Today, I offer one of the short stories from my 2nd book Love on the Rocks with a Twist—Delightful Fiction with Lessons on Dealing with Others.

Peaches

I was digging a hole for a peach tree sapling—hot work. Sweat cools us when it evaporates. Make that ifit evaporates. Here, where summer humidity rarely drops below seventy-five percent, sweat condenses into bigger and bigger drops till it runs down the body in tepid rivulets, trickling into your eyes and ears, down your cleavage and between your buns, soaking your clothes, plastering your hair to your scalp, and turning each gardening boot into a swimming pool for foot fungi.

Hot work, and difficult. The soil had a lot of hard, dense clay in it. Jumping on the shovel with both feet barely made a dent. Only the thought of sweet, tree-ripened peaches, a year or two down the road, kept me pounding away at that clay.

Dropping the shovel, I pried off my boots and padded inside for a cool drink and a browse through the newspaper. A three-word title near the bottom of the second page pushed my pause button, “Science Reporter Resigns.”

I suppose some part of the brain stays busy when we’re on pause, deciding what conscious thoughts to spawn, but I couldn’t feel it. Couldn’t feel anything for a while. Finally noticed my wet hand resting in the puddle around the bottom of my glass. Didn’t move it. Didn’t dry it.

He’d move away, no doubt. How many science reporters did one town need? I’d have no second chance now. No time for him to tire of the doe-eyed damsel who had insinuated herself between us.

What to do? My instincts demanded closure. How many times had I imagined the piece of my mind I’d like to give him? Maybe I can’t bring myself to make doe eyes, but I’ve never trampled over men like your damsel has. My own cousin, Steve, filed for divorce over her. The day after his wife was served, the day after, Doe Eyes texted him a Dear John. Mind you, she didn’t dump Steve till she had another guy lined up. Probably has your replacement in her sights already.

But would saying my piece bring me peace? He wouldn’t believe any of it. He’d only think worse of me. Was getting it all off my chest worth that? After all, he was a science reporter, and I was a scientist, a scientist who wanted attention for her work.
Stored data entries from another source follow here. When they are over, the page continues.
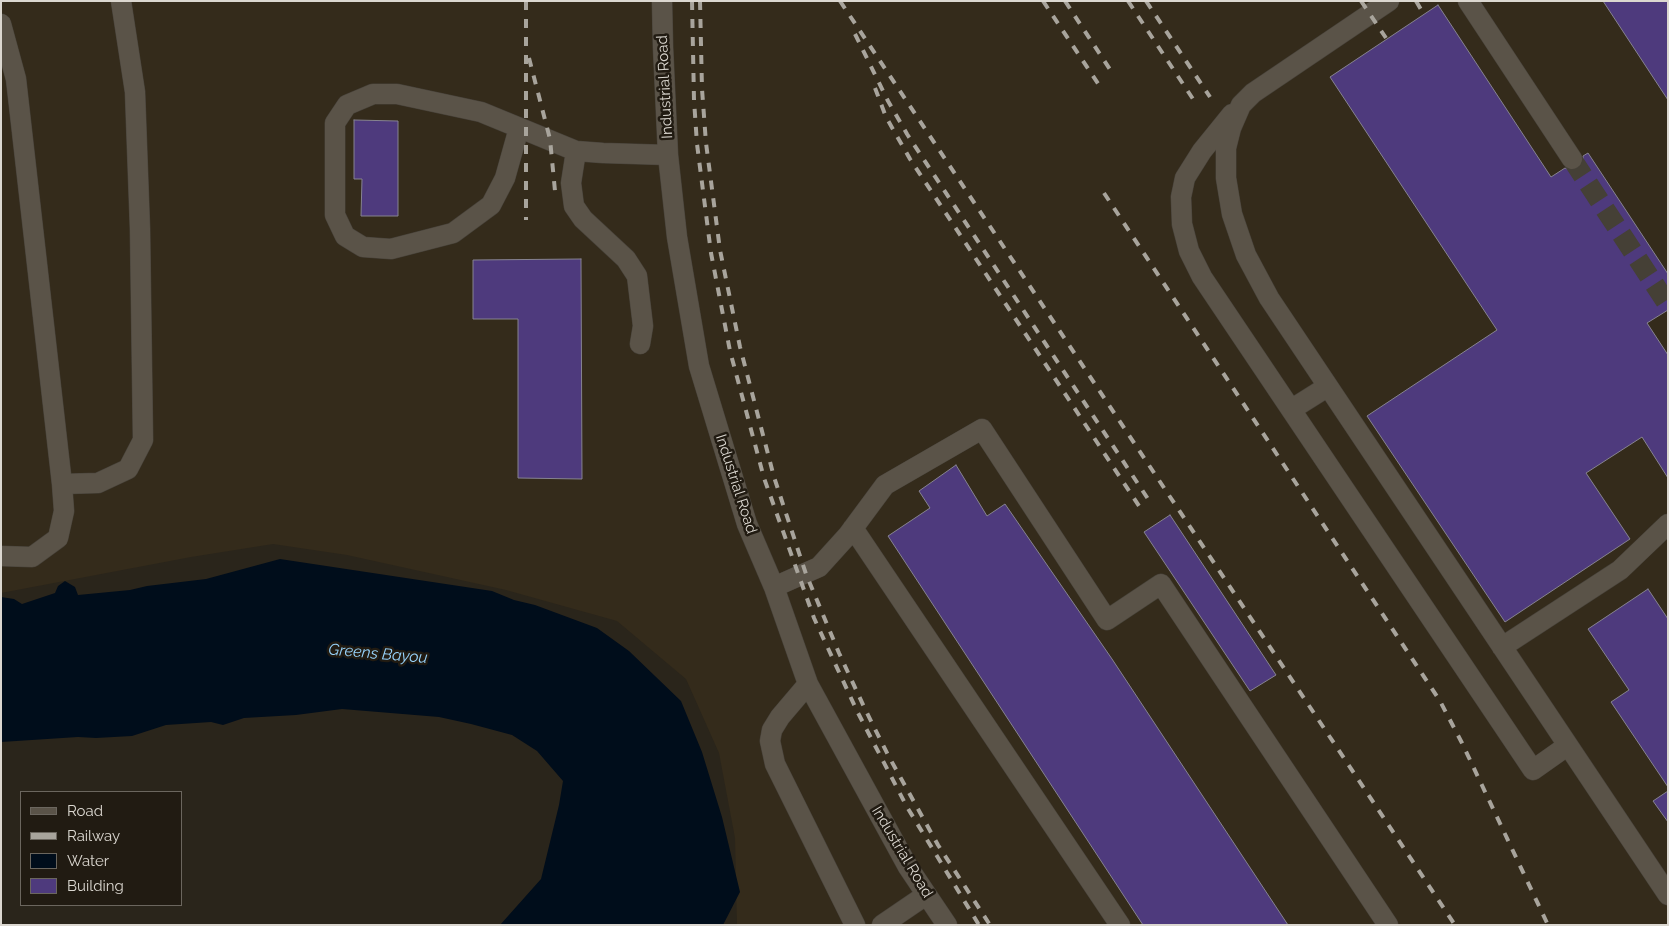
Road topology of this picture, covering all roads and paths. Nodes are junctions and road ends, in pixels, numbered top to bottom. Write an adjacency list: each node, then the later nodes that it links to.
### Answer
1 (121, 1): 14 (street)
2 (662, 1): 9 (street, Industrial Road)
3 (1389, 1): 6 (street)
4 (1468, 1): 10 (street)
5 (1, 24): 14 (street)
6 (1241, 105): 12 (street); 13 (street)
7 (519, 128): 7 (street); 8 (street)
8 (576, 151): 9 (street); 11 (street)
9 (668, 155): 18 (street, Industrial Road)
10 (1572, 159)
11 (640, 344)
12 (1327, 387): 13 (street); 19 (street)
13 (1292, 409): 21 (street)
14 (62, 484): 17 (street)
15 (1668, 524): 19 (street)
16 (853, 528): 18 (street); 27 (street); 28 (street)
17 (1, 556)
18 (774, 587): 20 (street, Industrial Road)
19 (1502, 647): 21 (street)
20 (808, 684): 22 (street, Industrial Road); 24 (street)
21 (1567, 746): 23 (street)
22 (926, 895): 25 (street); 26 (street, Industrial Road)
23 (1668, 895)
24 (855, 925)
25 (882, 925)
26 (948, 925)
27 (1120, 925)
28 (1388, 925)

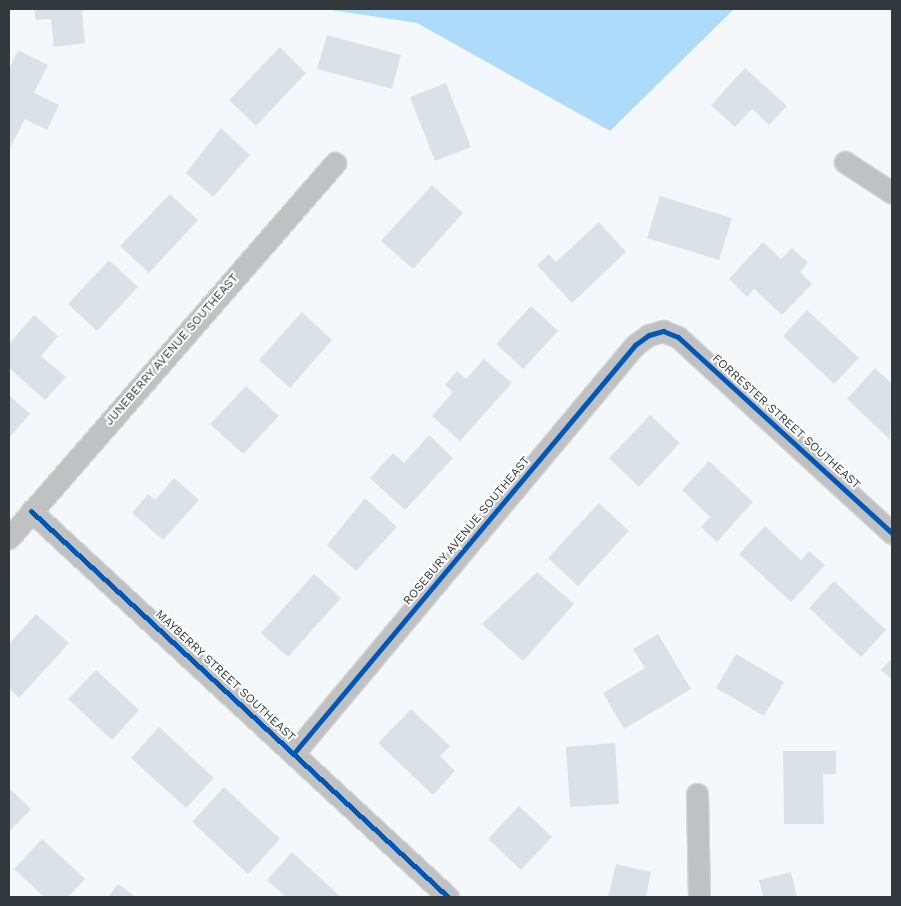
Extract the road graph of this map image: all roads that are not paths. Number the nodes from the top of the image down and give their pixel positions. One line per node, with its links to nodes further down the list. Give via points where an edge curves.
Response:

I could at least say goodbye, I supposed, and wish him well. That was only common courtesy—more than courtesy, actually. It would be the classy thing to do.

Scanning my sweaty clothes, I found a dry spot just above the knee, wiped my hand and reached for the phone. But memories sent that hand back to the tabletop. Visions of that narcissistic blight of a woman he’d preferred to me curled my lip in a sneer as sour as the feeling in my gut.
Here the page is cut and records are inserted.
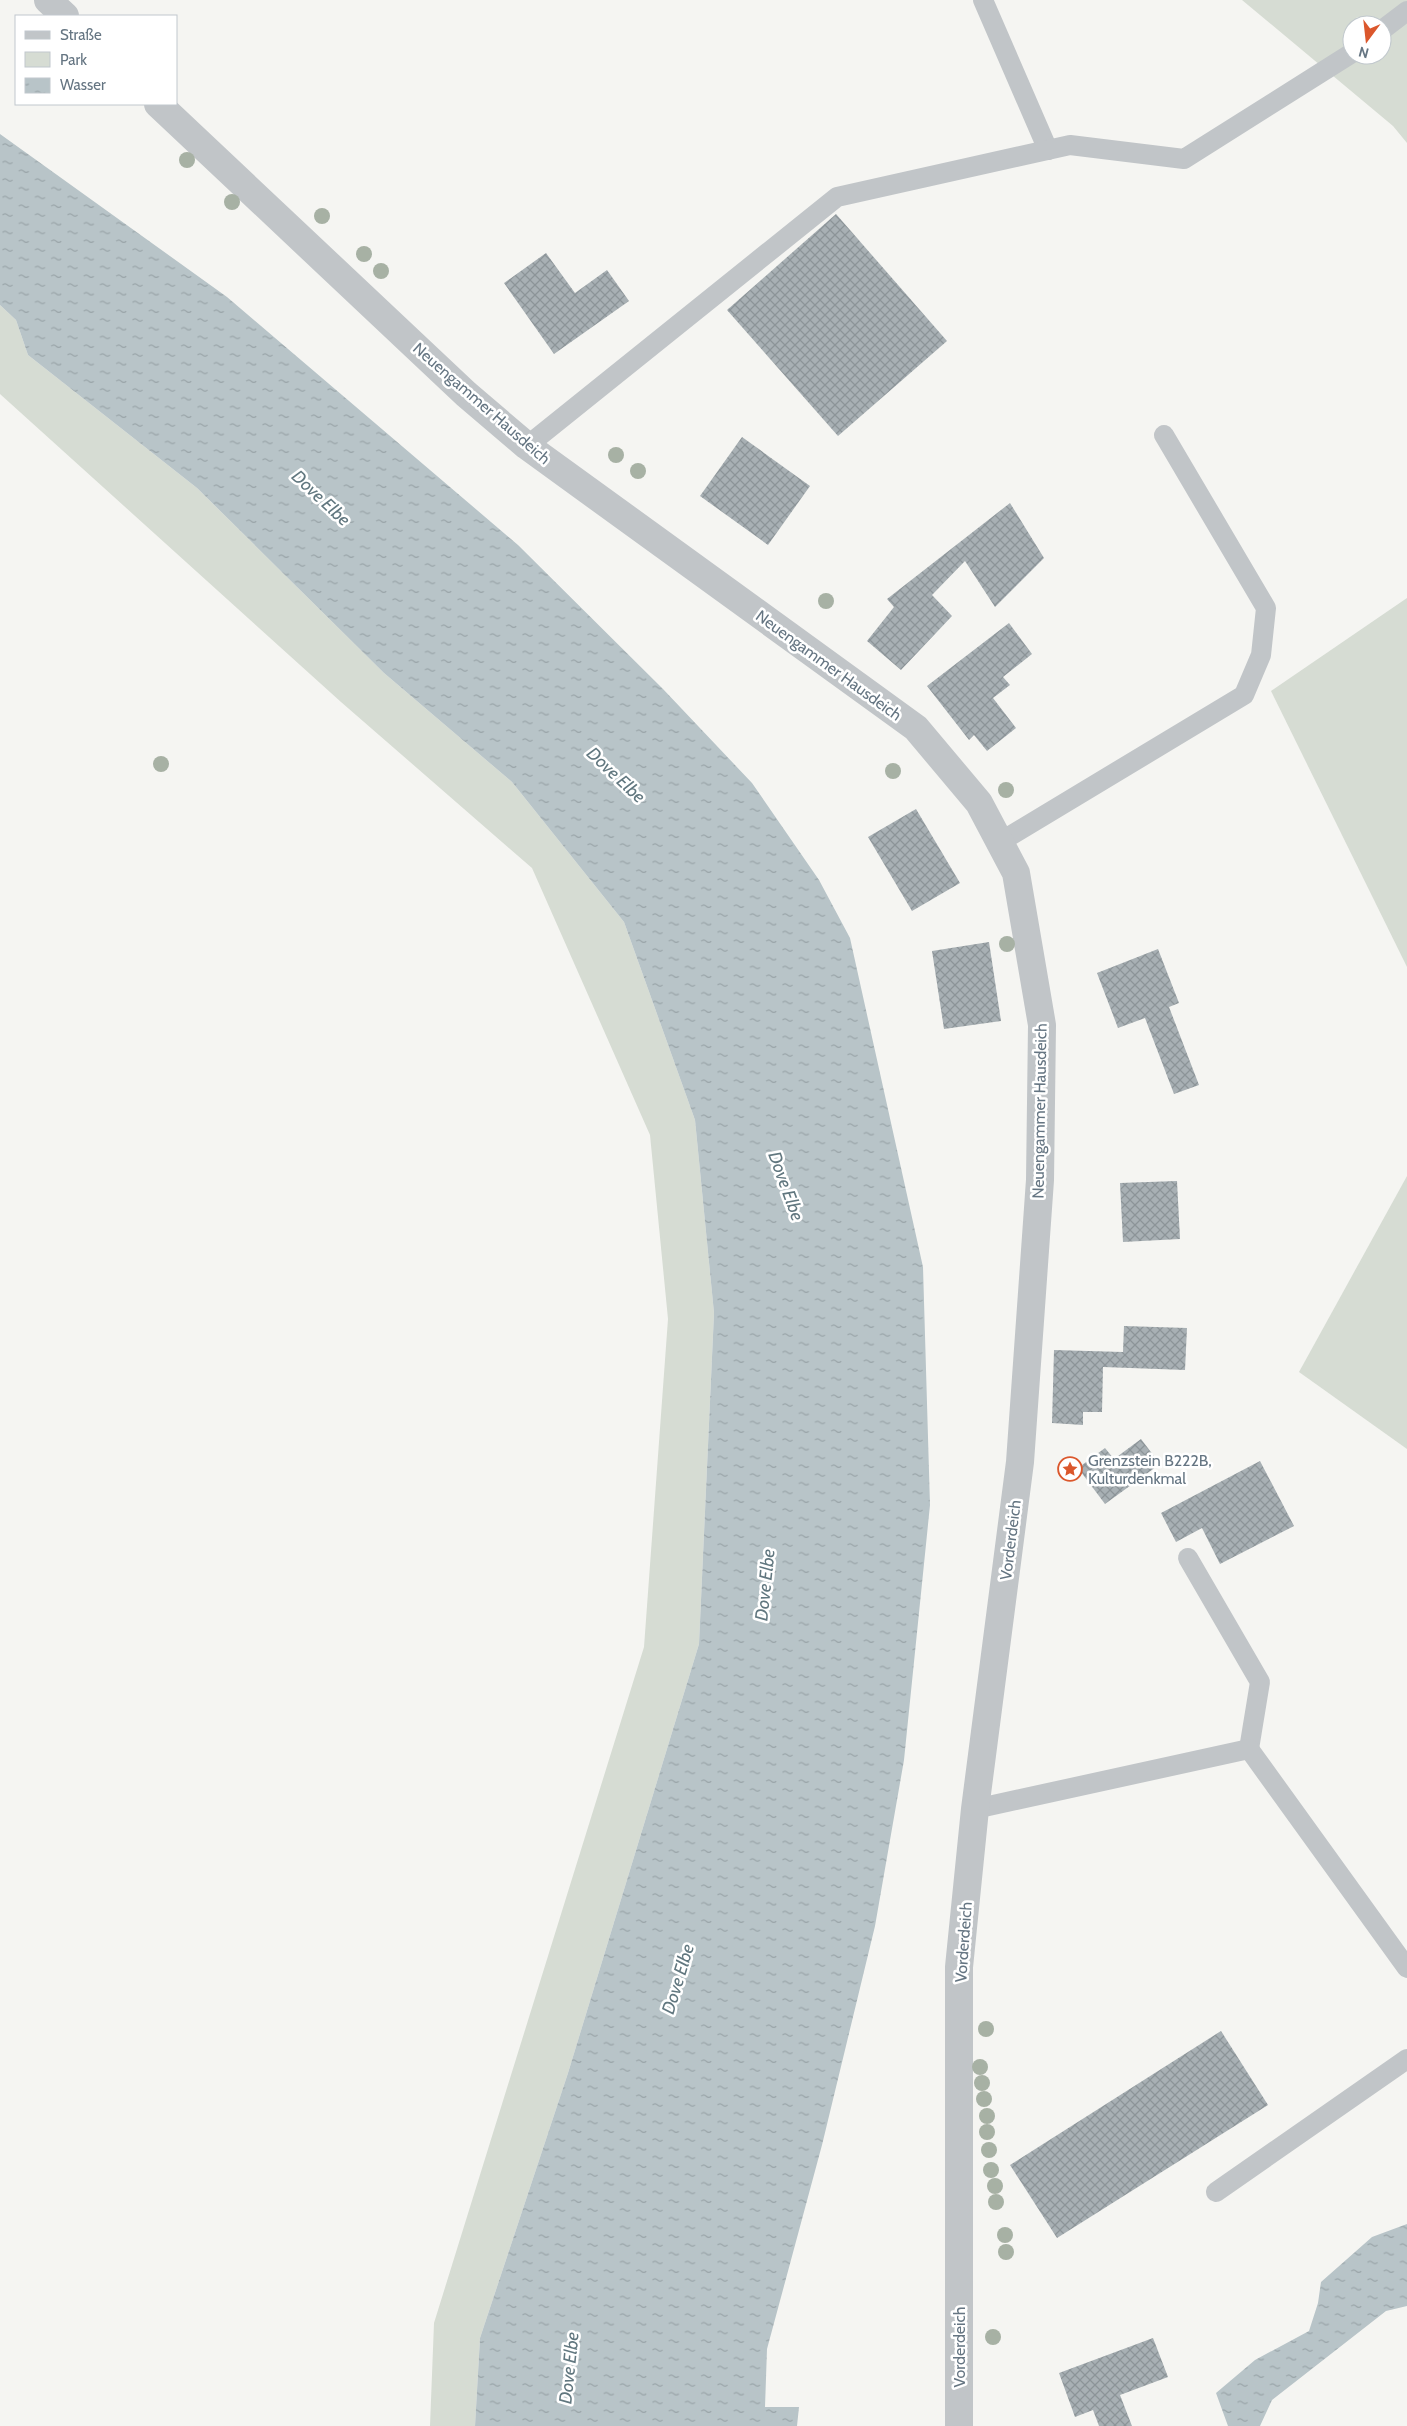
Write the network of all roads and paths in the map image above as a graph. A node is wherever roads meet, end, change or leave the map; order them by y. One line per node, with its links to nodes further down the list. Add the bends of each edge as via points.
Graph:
1 (48, 0): 4 (street)
2 (983, 0): 8 (lane)
3 (1407, 11): 5 (lane)
4 (64, 15)
5 (1392, 22)
6 (1342, 59): 8 (lane, via 1184,159 1070,145)
7 (159, 105): 10 (street, Neuengammer Hausdeich, via 466,394)
8 (1048, 150): 10 (lane, via 837,197)
9 (1164, 434): 11 (lane, via 1266,608 1261,655 1244,695)
10 (527, 446): 11 (street, Neuengammer Hausdeich, via 916,728 980,803)
11 (1000, 842): 12 (street, Neuengammer Hausdeich, via 1016,873 1042,1025 1040,1180)
12 (1020, 1462): 15 (street, Vorderdeich)
13 (1188, 1558): 14 (lane, via 1260,1682)
14 (1249, 1749): 15 (lane); 16 (lane)
15 (975, 1809): 19 (street, Vorderdeich, via 960,1967)
16 (1407, 1968)
17 (1407, 2059): 18 (lane)
18 (1216, 2192)
19 (959, 2426)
What to say to him? “Goodbye and good luck” or “Your girlfriend is evil incarnate.” Good will or closure? Some choice.

What did I really want anyway? If Doe Eyes dumped my former flame today, would I really want him back? Was this about love for him or about my own wounded pride? If I were granted one wish and had to take it this minute, what would I wish for? Closing my eyes, I turned off the head talk by focusing on the word “want” and let mental images and sensations waft through me.

I found myself in my ratty lawn chair,gazing at the blue summer sky. I saw him, like a movie in the sky, loading his last packing box into a rental truck, getting into the cab and driving away. The truck grew smaller and smaller till it disappeared far away, someplace I didn’t know, someplace where I couldn’t contact him if I wanted to.

Splashes of color appeared before me—yellow, orange, warm pink. They coalesced into peaches. Peaches so ripe you had to hold a napkin under your chin when you bit into them. I lolled in my chair slurping a sweet, Texas freestone—pure bliss.

When I opened my eyes, they returned to the newspaper. That three-word title had stunned me so that I had never read the article below it. I read it now. He’d resigned “to pursue other interests,” would be teaching a journalism course at our local Community College. A reprieve. Time for me to wait till he tired of her, or vice versa.

The weight of him descended like a load of that hard backyard clay onto my shoulders, and my reverie made sense. What I really, really wanted was to put him back on that moving truck. I wanted him out of my life and off my mind. I wanted to find my bliss.